Written for a mixed professional and public audience concerned about current long-term care approaches, this book provides a detailed overview of a community-initiated alternative, "the Maine Approach". The Maine Approach is designed to achieve a grassroots community network of coordinated volunteer and skilled provider support services to enable frail older people to age at home. Building beyond this local infrastructure, the author also introduces the reader to a national movement, "Full Circle America", which acts as an umbrella and support infrastructure for other communities wishing to adopt the Maine Approach. Both the approach and the national infrastructure for promoting its uptake and application have been motivated by unsustainable escalating costs, growing needs for health and social services for an aging population, and the segregation, isolation, and marginalization of older people associated with current long-term care alternatives. The thesis underpinning this book is that the Maine Approach affords a cost-effective long-term care alternative comprised of the right amount of technology, organization, volunteer support, skilled care, and additionally, a "secret sauce" that ultimately enables frail older people to remain in their own homes, chart their own paths, and contribute meaningfully to their communities. The "secret sauce" missing from current models of long-term care is the approach's emphasis on finding ways for older people to become involved in helping others enrolled in the program, thereby optimizing their sense of purpose, independence, and quality of life.

The book is clearly written. In a step-by-step fashion, the author explicates the problems of our current system: its disregard of both the human potential and the psychosocial needs of older people; its inadequacy for the growing demands of an aging population; its overly bureaucratized operation; its fostering of unhealthy dependencies, and its untenable cost to both public and private purses. This is followed by a full disclosure of the history of the Maine Approach, its three different service bundles, and in-depth real-life qualitative data that illustrate this strategy in action. The risks associated with optimizing the independence of frail older people are acknowledged and addressed. Illustrations of real-life incidents support the argument that there is dignity in accommodating the risk-taking that accompanies living alone at home, identified by frail older people with multiple chronic medical problems as essential to their quality of life.

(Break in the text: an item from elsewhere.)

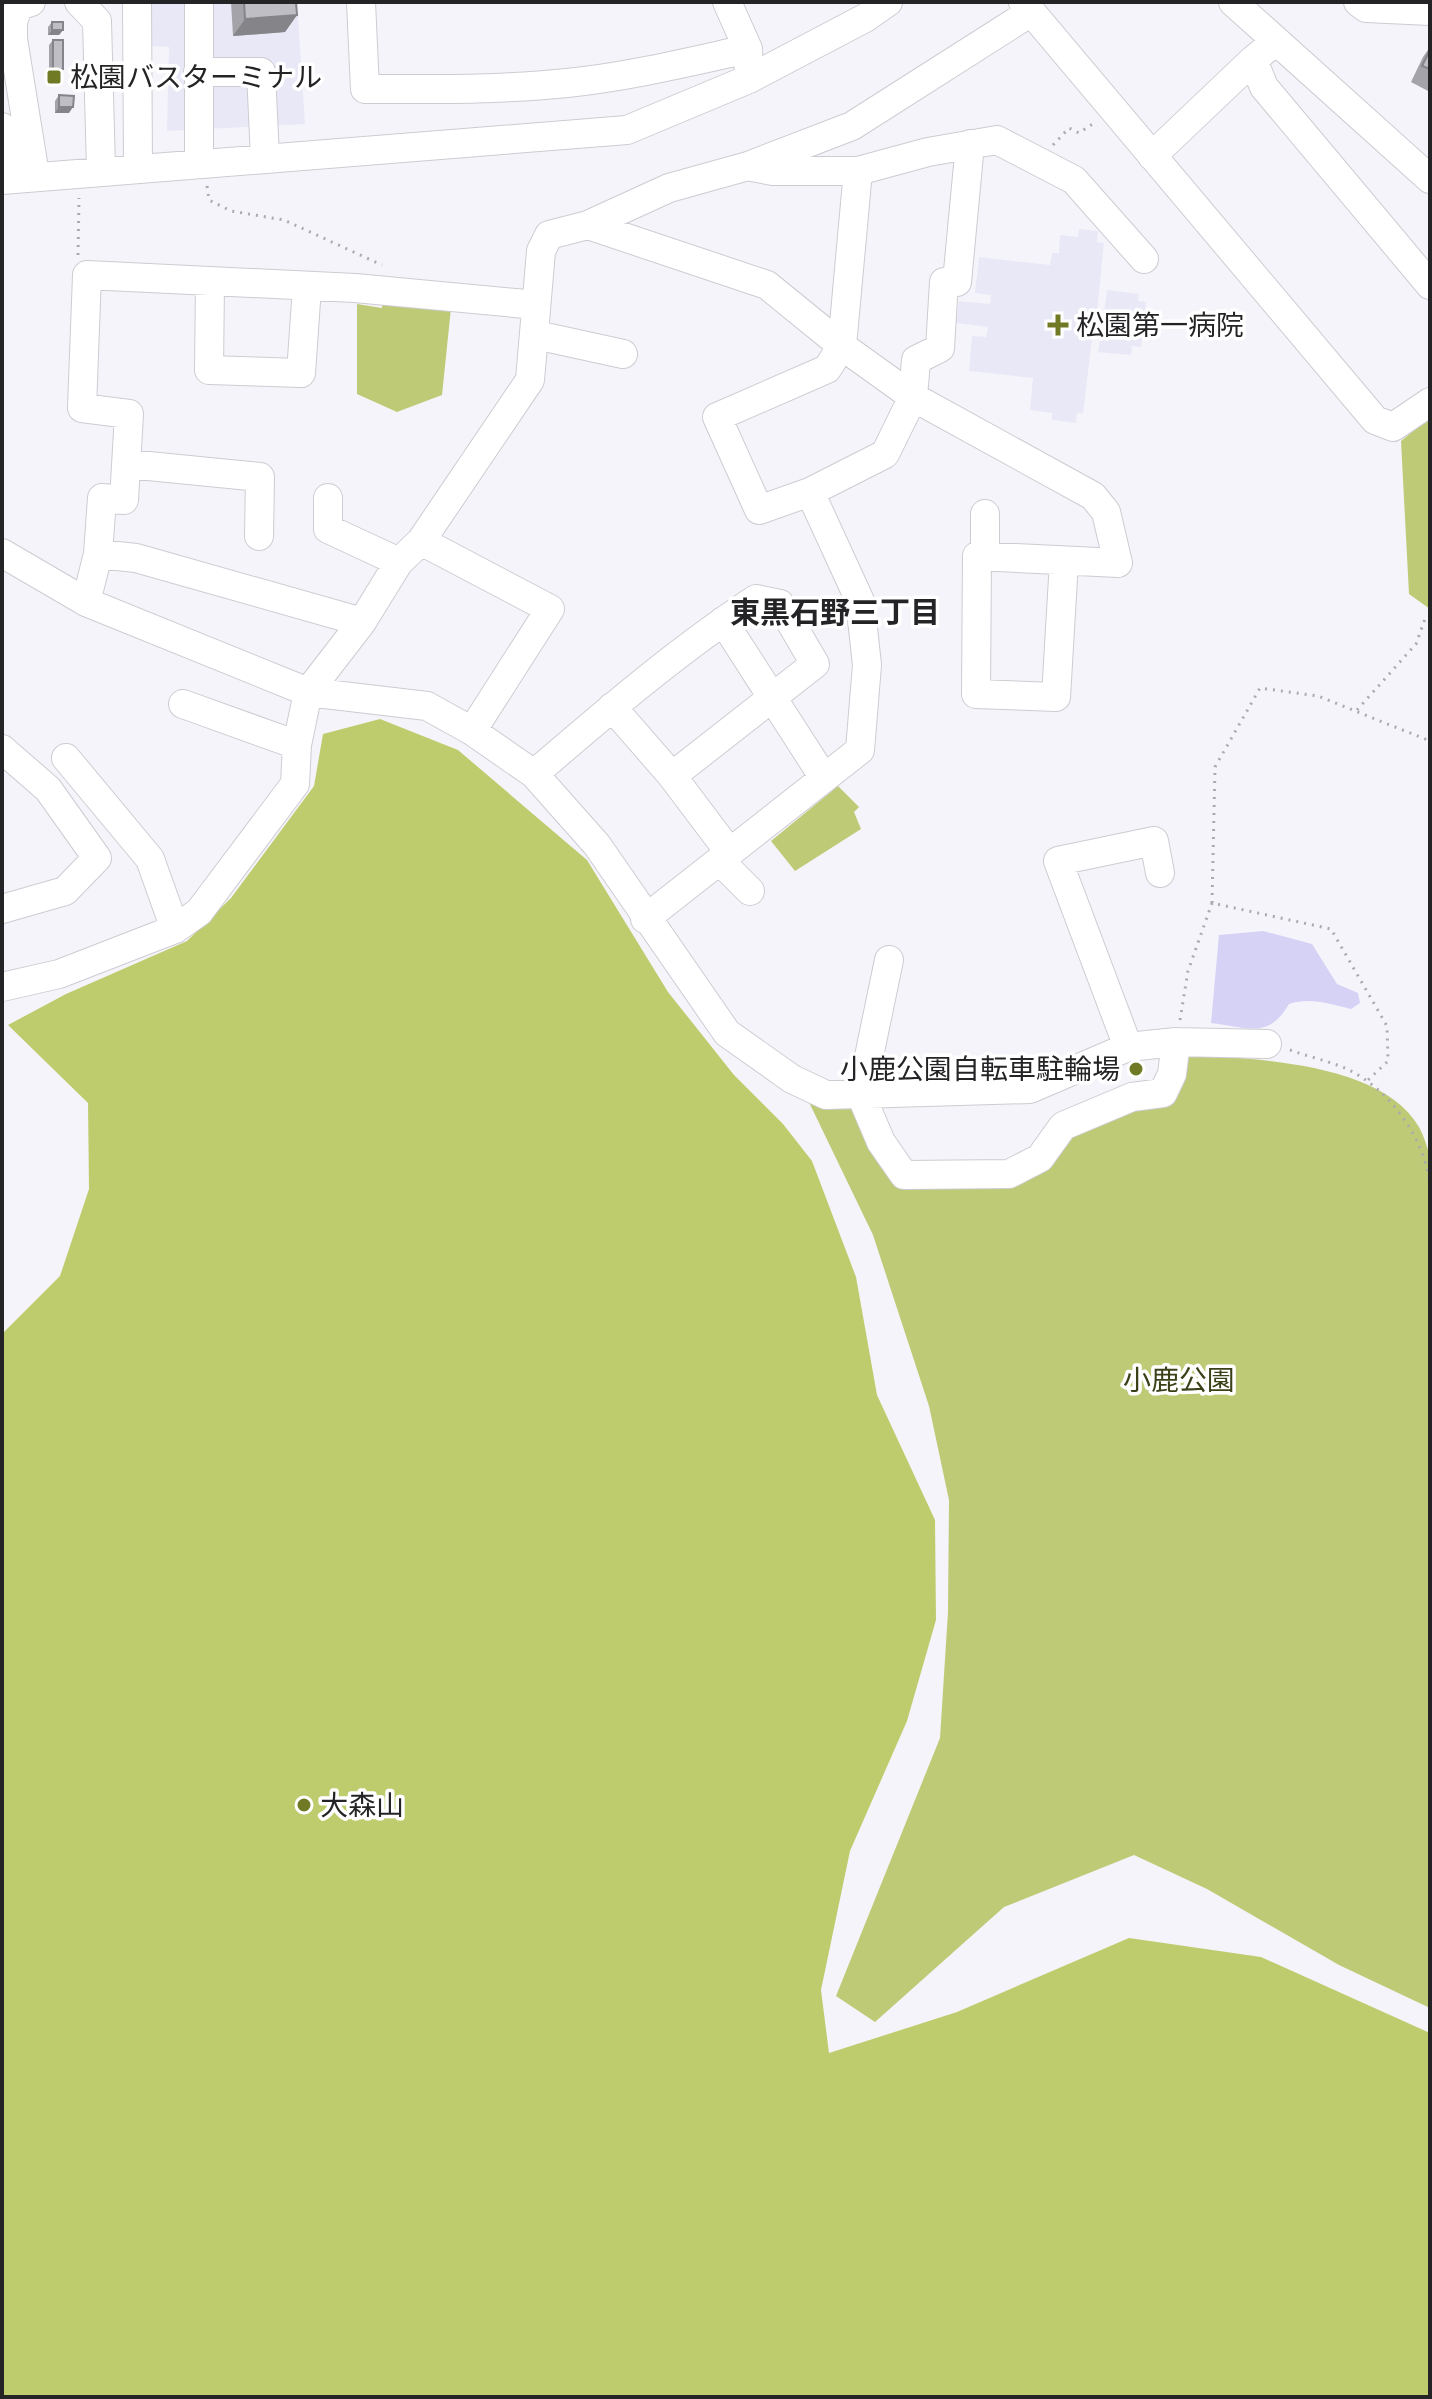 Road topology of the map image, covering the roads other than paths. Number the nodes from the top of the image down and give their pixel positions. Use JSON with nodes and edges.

With due respect for readers who might consider adopting the Maine Approach (in its fifth year at the time of this publication), the author then provides an analysis of the "slow response" to its adoption. The insights shared are premised upon his first-hand experiential knowledge as a family physician and as the leader of this movement, both of which have encompassed care for numerous older persons in Damariscotta Maine The challenges identified are associated with humanity's natural inclination to deny physical and mental decline until the onset of a crisis that triggers action; to take a short-term, ad hoc, rather than a long-term, planned approach to deploying financial resources to address these crises; and to circumvent the real-life challenge of deciding and agreeing who, ultimately, is the decision maker about an older person's life. The author concludes that such challenges mean that long-term care directions are driven more by concerns about finances and liability than quality of life. He also notes impediments to change, including current institutional norms, such as public sector resistance to innovation and risk-taking, existing government regulations, long-term care insurance policies, threats to the residential care industry, and the misfit of the democratic, liberal nature of the Maine Approach with the current political climate in the United States.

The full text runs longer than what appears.